Hello all, I'm on Exercise 1-13 of K&R and am really trying to focus on learning how to come up with a solution that scales well and is easily modifiable. This exercise asks me to implement a program that will read a file/text stream and print out a histogram with the number of occurrences of each length of word up to a certain maximum. I had my choice of either doing a horizontal or vertical histogram, but I decided to go with the prettier, but more difficult vertical option.

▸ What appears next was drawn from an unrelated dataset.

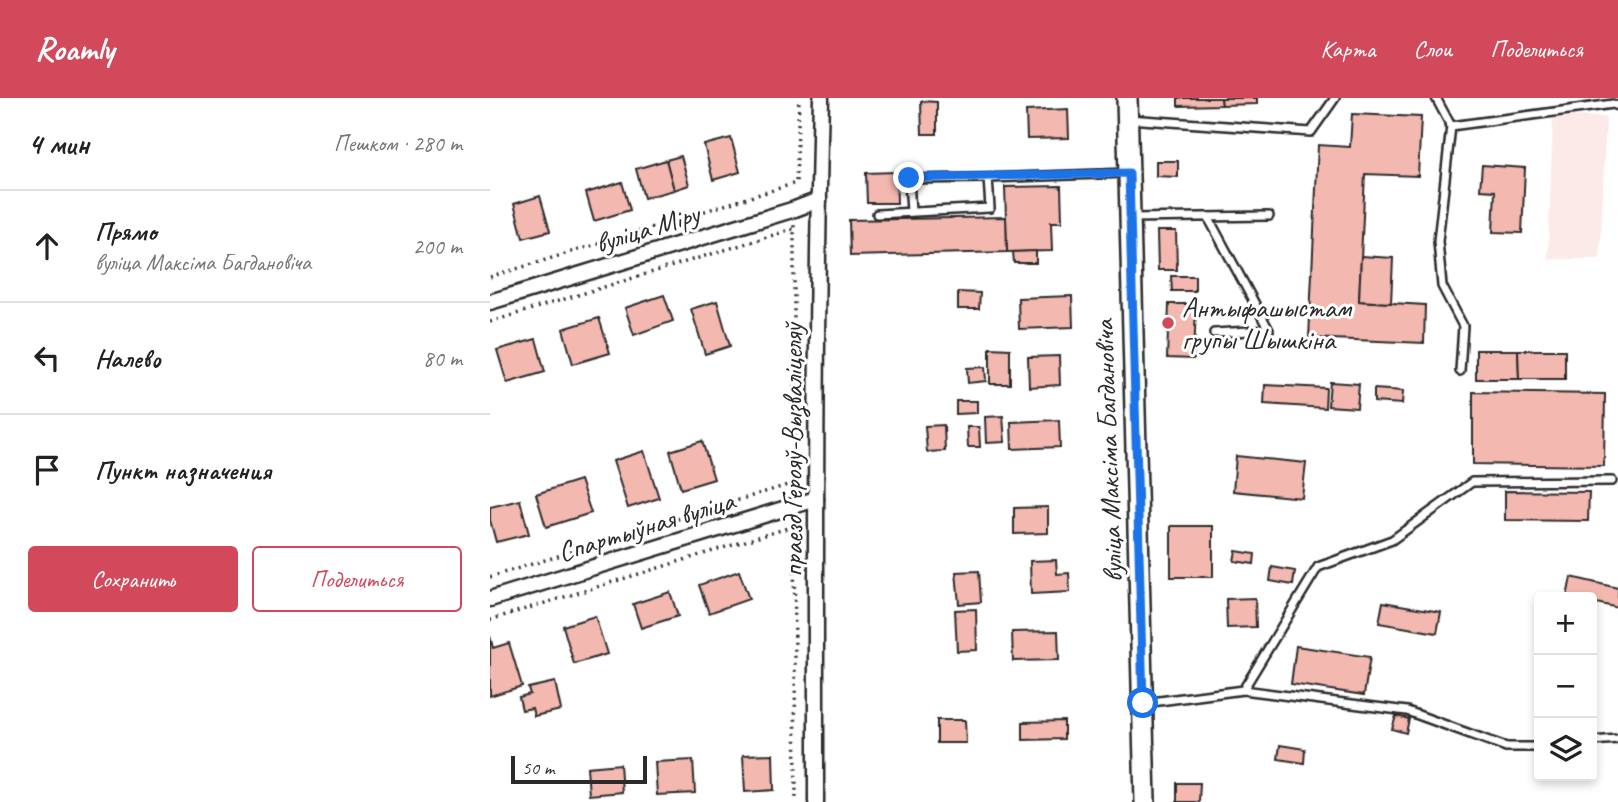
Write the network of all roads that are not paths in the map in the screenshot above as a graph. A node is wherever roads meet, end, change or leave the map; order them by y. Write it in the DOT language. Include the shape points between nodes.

I'm mainly seeking advice on what to do better by someone more experienced than me.
Anyway, here's my code:
Code:
/* Corresponding K&R section: 1.6 */
/* Prints vertical histogram of lengths of words in input*/
#include <stdio.h>
/* NOTE: given enough horizontal space, can scale to any two-digit maximum by
modifying this alone... gets messy with three digits, but I could
make the numbers on the x-axis display vertically down to make it infinitely
scalable. */
#define MIN_WORD_LENGTH 1
#define MAX_WORD_LENGTH 20
int main(void)
{
//Holds characters
int c = 0;
//current number of contiguous non-whitespace chars
int currentLength = 0;
//holds number of occurrences of each length
int wordLengthFrequencies[MAX_WORD_LENGTH] = {0};
//highest number of occurrences encountered
int maxFrequency = 0;
/* ---------------- Collect length data --------------- */
while((c = getchar()) != EOF)
{
//Are we currently inside a word?
if(currentLength >= MIN_WORD_LENGTH)
{
//Are we encountering whitespace?
if(c == ' ' || c == '\t' || c == '\n' || c == '\r' || c == '\v')
{
/* We've reached the end of a word. Update array */
wordLengthFrequencies[currentLength - 1]++;
currentLength = 0; //Reset
}
/* No whitespace, so we're still inside a
word. Update currentLength if it hasn't
maxed out*/
else if(currentLength < MAX_WORD_LENGTH)
currentLength++;
}
/* Have we just encountered the start of a word? */
else if(c != ' ' && c != '\t' && c != '\n' && c != '\r' && c != '\v')
currentLength = 1;
}
/* --------------- Print Histogram ------------- */
printf("\n\n");
int i = 0;
/* Determine maximum frequency */
for(i = MIN_WORD_LENGTH; i <= MAX_WORD_LENGTH; i++)
{
if(wordLengthFrequencies[i - 1] > maxFrequency)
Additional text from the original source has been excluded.